Hotelier überlegt Gewerbeabmeldung
Im renovierten Restaurant erledigte Burkhard Kämmerer diese Woche noch einige Renovierungsarbeiten – aber für wann und für wen überhaupt? Foto: Till Scholtz-Knobloch
In der Ausgabe vom 21. März 2020 stellte der Niederschlesische Kurier Ihnen Hotelier Burkhard Kämmerer mit dem Aufmacher „Tägliche Verluste in tausenden Euro“ vor. Nachdem Ministerpräsident Kretschmer nun bereits sogar Osterurlaub 2021 in das Reich der Fabel verwiesen hatte ist Zeit für ein Update im 2. Lockdown.
Görlitz. „Ganz ehrlich: Die Gewerbeabmeldung rückt für mich immer näher“, sagt Burkhard Kämmerer, Chef vom Hotel Silesia in der Görlitzer Südstadt. Er hatte, um sich selbst ein Ziel zu setzen, eigentlich auf eine schleichende Rückkehr ins Geschäft ab 1. März gebaut und die erzwungene Auszeit für die Renovierung mehrerer Zimmer und des Restaurants genutzt. Er zeigt die gerade eingetroffenen Glasplatten für die Tische. „Damit sind wir viel besser auf hohe Hygienestandards eingestellt.“ Aber der Elan werde wohl nicht richtig gewürdigt.

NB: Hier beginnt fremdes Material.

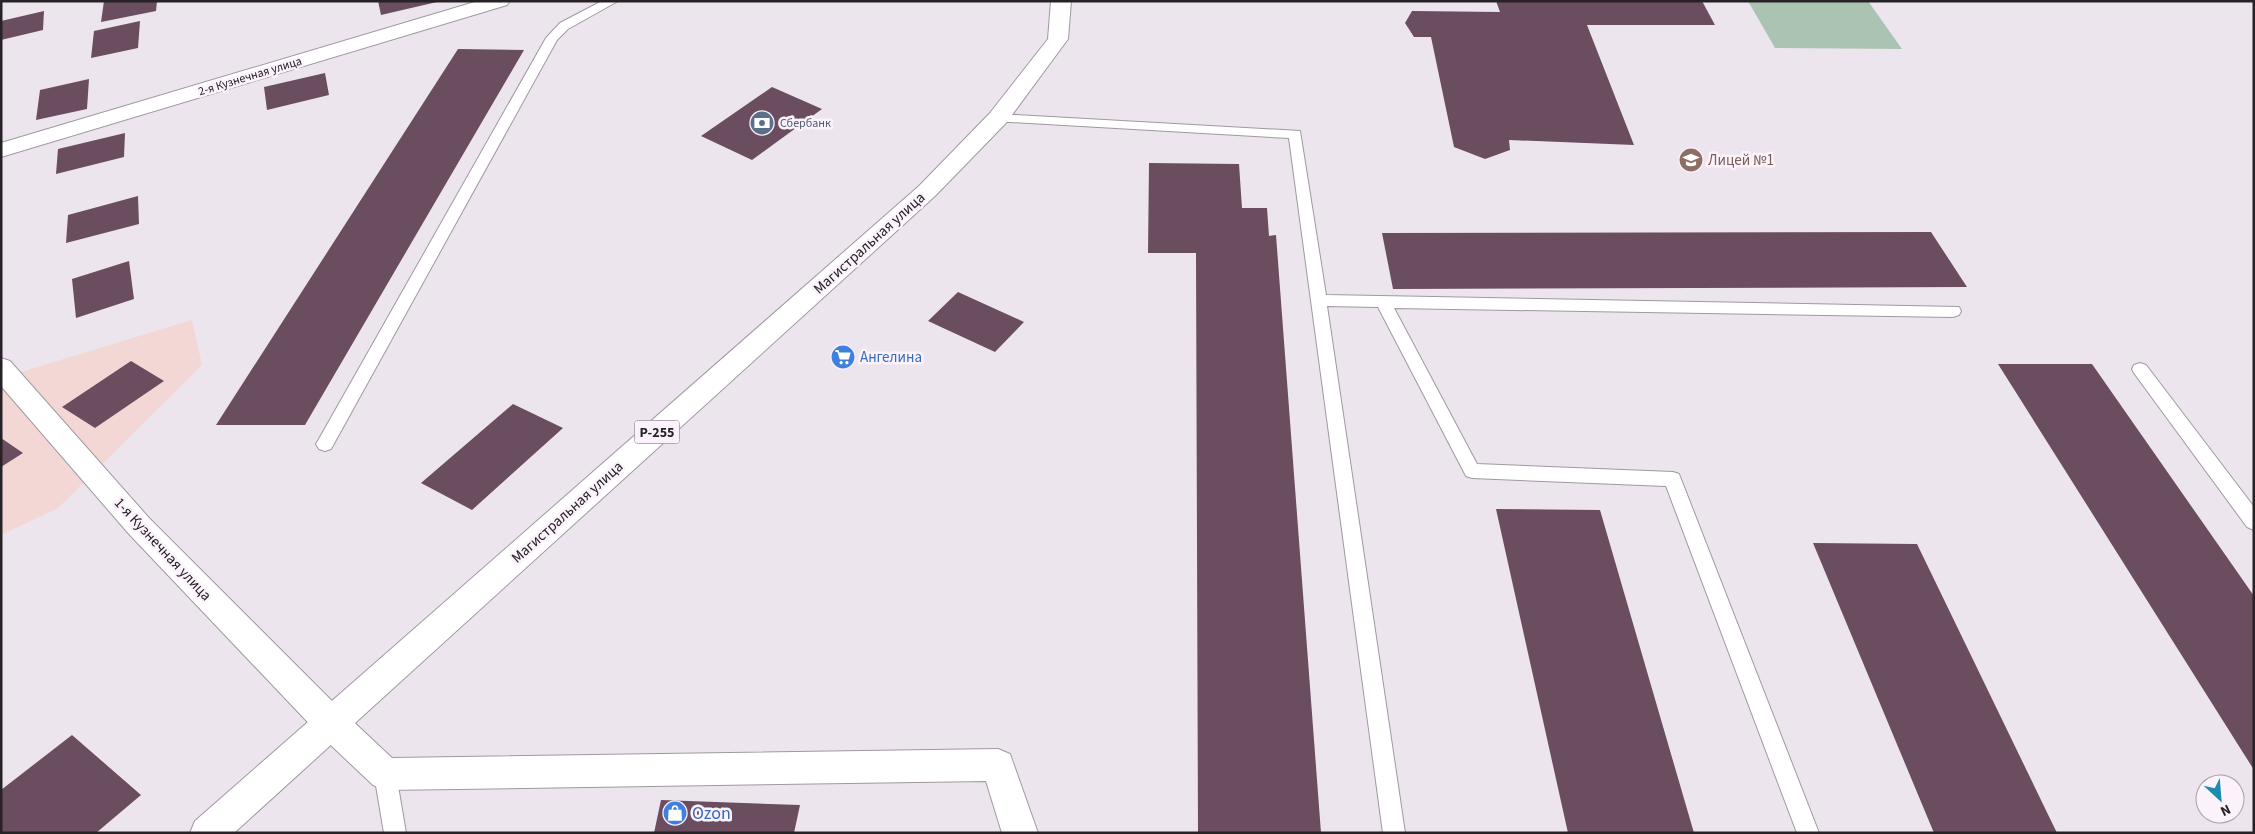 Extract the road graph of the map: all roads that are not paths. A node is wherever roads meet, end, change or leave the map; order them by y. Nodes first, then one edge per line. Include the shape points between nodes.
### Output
1 (500, 1) edge
2 (612, 1) edge
3 (1061, 1) edge
4 (998, 118) junction
5 (1, 150) edge
6 (1318, 300) junction
7 (1383, 302) junction
8 (1953, 311) dead end
9 (1, 368) edge
10 (2140, 369) dead end
11 (325, 444) dead end
12 (2246, 502) edge
13 (2254, 522) edge
14 (331, 723) junction
15 (385, 774) junction
16 (208, 833) edge
17 (395, 833) edge
18 (1020, 833) edge
19 (1394, 833) edge
20 (1808, 833) edge

1 - 5 street, 2-я Кузнечная улица
2 - 11 lane via 564,26 552,38
3 - 4 street, Магистральная улица / Р-255 via 1058,39
4 - 6 lane via 1295,134
4 - 14 street, Магистральная улица / Р-255 via 920,198
6 - 7 lane
6 - 19 lane
7 - 8 lane
7 - 20 lane via 1472,471 1672,479
9 - 14 street, 1-я Кузнечная улица via 139,526
10 - 12 lane
12 - 13 lane
14 - 15 street, 1-я Кузнечная улица
14 - 16 street, Магистральная улица / Р-255
15 - 17 lane
15 - 18 street via 998,765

Eigentlich habe die Politik erst gut reagiert – nicht so wie etwa bei Freunden in der Gastronomie in Spanien oder Italien, die man bislang staatlicherseits mit „Peanuts“ abgespeist habe. Mittlerweile zeige sich jedoch, wie Deutschland sich selbst im Bürokratismus ein Bein nach dem anderen stelle. Die endlosen Antragsprozeduren auf Überbrückungshilfen über Steuerberater, Wirtschaftsprüfer oder Rechtsanwälte würden ihn zermürben. Den Dezember-Kurzarbeiterlohn seiner Angestellten habe er über sechs Wochen vorgestreckt, bis endlich die Zusage kam. „Und da hatte ich mittlerweile schon den Januar bezahlen müssen.“ Und das ganze auch bei geförderten, schwer vermittelbare Mitarbeitern, für die er immer wieder Arbeitsverträge zusammenstellen musste, „obwohl die schon zigfach in den Unterlagen schlummern.“ Umgekehrt greife die öffentliche Hand über die Finanzämter sonst schnell zu Kontopfändungen. „Wie so ein kleiner Bittsteller-Depp muss man sich immer wieder fühlen“, ist der 61-jährige Hotelier frustriert und sieht seine Energie schwinden.
„Nachdem Michael Kretschmer sich von seinem Freund Markus Söder wohl den Tipp abgeholt hat, auch Ostern Reisen noch auszuschließen, hagelt es doch überall neuerlich Stornos im Hotelgewerbe. Ich hatte über die Ostertage eine 45-köpfige Gruppe für fünf Tage, die verunsichert bereits abgesagt hat“, stellt er fest.
Er würde doch besser fahren, wenn er als Gastronom auf den Kanaren Thüringer Bratwurst verkaufe und die Bude dann um 18.00 Uhr dichtmache. Abgehalten habe ihn davon bislang eher die Verantwortung für seine Mitarbeiter, auch wenn er sich seinen Sohn oder ein energisches jungen Pärchen aus der Branche durchaus als Pächter vorstellen könne. „Soll ich etwa warten, bis wir Systemaffen alle durchgeimpft sind, ehe ich mich doch noch einmal selbst wieder als Gewerbetreibender anmelde?“, fragt er frustriert und findet doch keine gute Zukunftsprognose. „Wenn die Grünen bei der Bundestagswahl weiter zulegen, sehe ich schon die Zwangsenteignungen über die Besteuerung privaten Eigentums als neuen Lastenausgleich. Muss ich mir das dann auch noch antun?, fragt Kämmerer, der dieser Tage erst eine fiebrige Covid-19-Infektion auskuriert hat, lakonisch.